Можно было намекнуть на субординацию, которую, впрочем, Георг свято соблюдал при посторонних. Но какая субординация, когда никого вокруг них нет на миллионы километров, а на стадии подготовки к полёту они практически стали друг другу братьями.
Капитан подошёл к холодильнику и вынул из него оранжевую банку с соком.
– Будешь? – спросил он у Георга.
– Угу, только тему не сменю, не задабривай, – усмехнулся Георг.
Капитан «Зевса» Артём Андреевич Белягин целый месяц уклонялся от расспросов, почему его – первого покорителя Каллисто – на долгое время отстраняли от полётов. Но лететь «Зевсу» ещё одиннадцать месяцев, и капитан понимал, что за это время пилот его настолько достанет, что рассказать придётся.
– Жаль, что все капсулы гибернации заняты, и мне некуда запаковать тебя. Но я могу разбудить кого-нибудь менее приставучего и прожить с ним весь полёт, уложив тебя на его место. А тебя разбужу за пару дней до Каллисто, – пригрозил капитан.
– Да брось, Артём. Там действительно настолько жуткая тайна? Поговаривают, что ты на бабах погорел.
– Не на бабах, а на женщинах. Но сам дурак, в общем-то, – вздохнул Белягин, признавая вину. Он поддел крышку большим пальцем, банка с шипением открылась. – Ладно, расскажу. Только ты особо об этом не распространяйся.
– Могила, – заверил пилот и застегнул у своего рта воображаемую молнию.

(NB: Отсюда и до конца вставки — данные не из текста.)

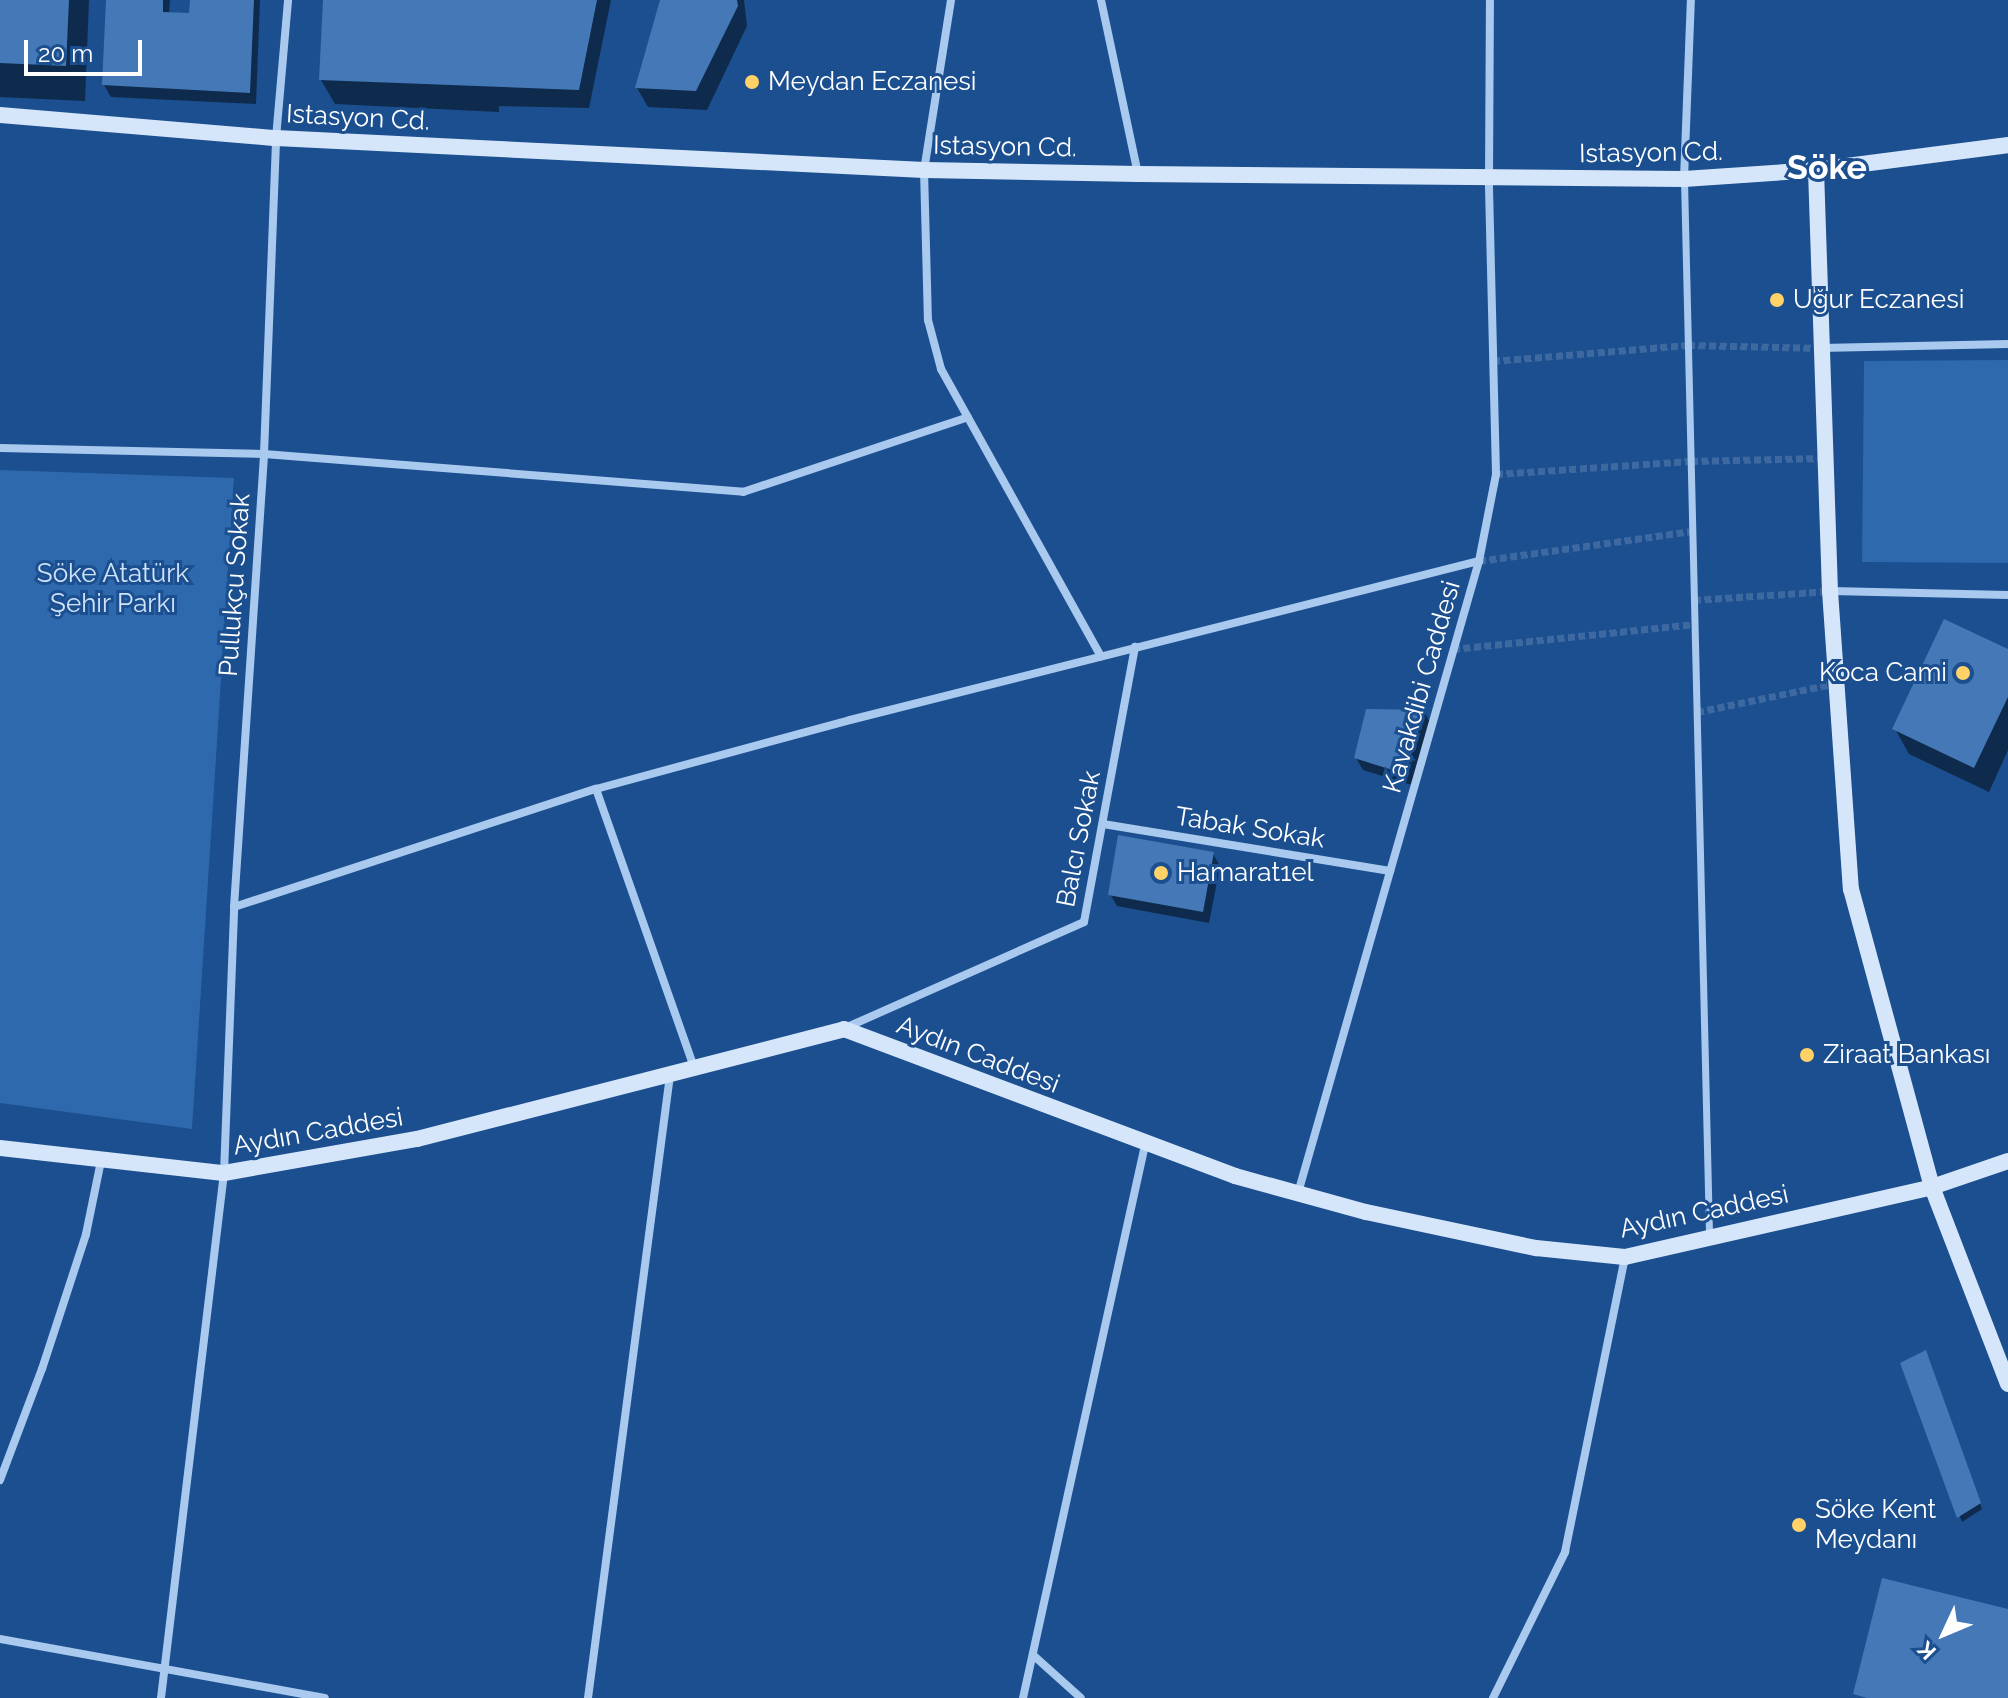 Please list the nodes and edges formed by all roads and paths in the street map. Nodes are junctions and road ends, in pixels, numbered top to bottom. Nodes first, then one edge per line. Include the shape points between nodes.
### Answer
1 (288, 0) edge
2 (951, 0) edge
3 (1101, 0) edge
4 (1490, 0) edge
5 (1691, 0) edge
6 (0, 115) edge
7 (276, 138) junction
8 (2008, 145) edge
9 (924, 170) junction
10 (1816, 170) junction
11 (1138, 174) junction
12 (1489, 179) junction
13 (1684, 179) junction
14 (2008, 344) edge
15 (1821, 348) junction
16 (968, 417) junction
17 (0, 448) edge
18 (264, 454) junction
19 (1479, 561) junction
20 (1830, 591) junction
21 (2008, 595) edge
22 (1135, 647) junction
23 (1101, 656) junction
24 (596, 789) junction
25 (1103, 824) junction
26 (1390, 871) junction
27 (234, 907) junction
28 (844, 1029) junction
29 (694, 1068) junction
30 (670, 1075) junction
31 (1145, 1145) junction
32 (0, 1148) edge
33 (101, 1161) junction
34 (2008, 1161) edge
35 (224, 1173) junction
36 (1932, 1187) junction
37 (1298, 1193) junction
38 (1709, 1238) junction
39 (1625, 1257) junction
40 (2008, 1384) edge
41 (0, 1480) edge
42 (0, 1639) edge
43 (1033, 1655) junction
44 (166, 1670) junction
45 (161, 1698) edge
46 (325, 1698) edge
47 (588, 1698) edge
48 (1023, 1698) edge
49 (1081, 1698) edge
50 (1493, 1698) edge

1 - 7 street, Pullukçu Sokak
2 - 9 street
3 - 11 street
4 - 12 street, Kavakdibi Caddesi
5 - 13 street
6 - 7 main road, Istasyon Cd.
7 - 9 main road, Istasyon Cd.
7 - 18 street, Pullukçu Sokak
8 - 10 main road, Istasyon Cd.
9 - 11 main road, Istasyon Cd.
9 - 16 street via 928,320 941,369
10 - 13 main road, Istasyon Cd.
10 - 15 main road
11 - 12 main road, Istasyon Cd.
12 - 13 main road, Istasyon Cd.
12 - 19 street, Kavakdibi Caddesi via 1496,474
13 - 38 street
14 - 15 street
15 - 20 main road
16 - 18 street via 743,492
16 - 23 street
17 - 18 street
18 - 27 street, Pullukçu Sokak
19 - 22 street
19 - 26 street, Kavakdibi Caddesi
20 - 21 street
20 - 36 main road via 1851,889
22 - 23 street
22 - 25 street, Balcı Sokak
23 - 24 street
24 - 27 street
24 - 29 street
25 - 26 street, Tabak Sokak
25 - 28 street, Balcı Sokak via 1084,922
26 - 37 street, Kavakdibi Caddesi
27 - 35 street, Pullukçu Sokak
28 - 29 main road, Aydın Caddesi
28 - 31 main road, Aydın Caddesi
29 - 30 main road, Aydın Caddesi
30 - 35 main road, Aydın Caddesi via 417,1139
30 - 47 street
31 - 37 main road, Aydın Caddesi
31 - 43 street
32 - 33 main road, Aydın Caddesi
33 - 35 main road, Aydın Caddesi
33 - 41 street via 86,1234
34 - 36 main road, Aydın Caddesi
35 - 44 street, Pullukçu Sokak
36 - 38 main road, Aydın Caddesi
36 - 40 main road
37 - 39 main road, Aydın Caddesi via 1536,1248
38 - 39 main road, Aydın Caddesi
39 - 50 street via 1565,1552
42 - 44 street
43 - 48 street
43 - 49 street
44 - 45 street, Pullukçu Sokak
44 - 46 street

Капитан отхлебнул сока и начал:
– Я познакомился с будущей женой за несколько часов до выпускного бала. Моя давняя подружка в то утро устроила скандал и послала меня ко всем чертям, заявив, что на балу я буду один, как самый последний неудачник. Из-за глупости поцапались. Меня занесло – лучший выпускник, впереди маячило безоблачное будущее. Никто не сомневался, что я сделаю головокружительную карьеру. Я обнаглел, и она меня послала. И вот стою я в вестибюле злой, как тысяча чертей, и понимаю, что у меня даже близко нет никого на примете ей на замену. Вдруг в мою альма-матер входит роковая брюнетка. Ей нужно было пройти очное собеседование перед зачислением, как я выяснил позже. Мне не составило труда уговорить юную красавицу стать моей спутницей. Нас выбрали главной парой бала. Ты бы видел, как злилась моя бывшая. Брюнеточка была чудо как хороша – коса до пояса, большие карие глаза, а пухлые губы, я уверен, хотели поцеловать все молодые лейтенанты нашего выпуска. Она была такая хрупкая, на голову ниже меня, я на её фоне выглядел гигантом. И имя у неё было волшебное – Констанция. Эх, жаль, что спиртного на корабле нет. Ты не припрятал алкоголь, Георг?
– Нет, капитан, хотя я знаю того, кто припрятал, – усмехнулся пилот. – Но мы сами не найдём. Надо будить старпома.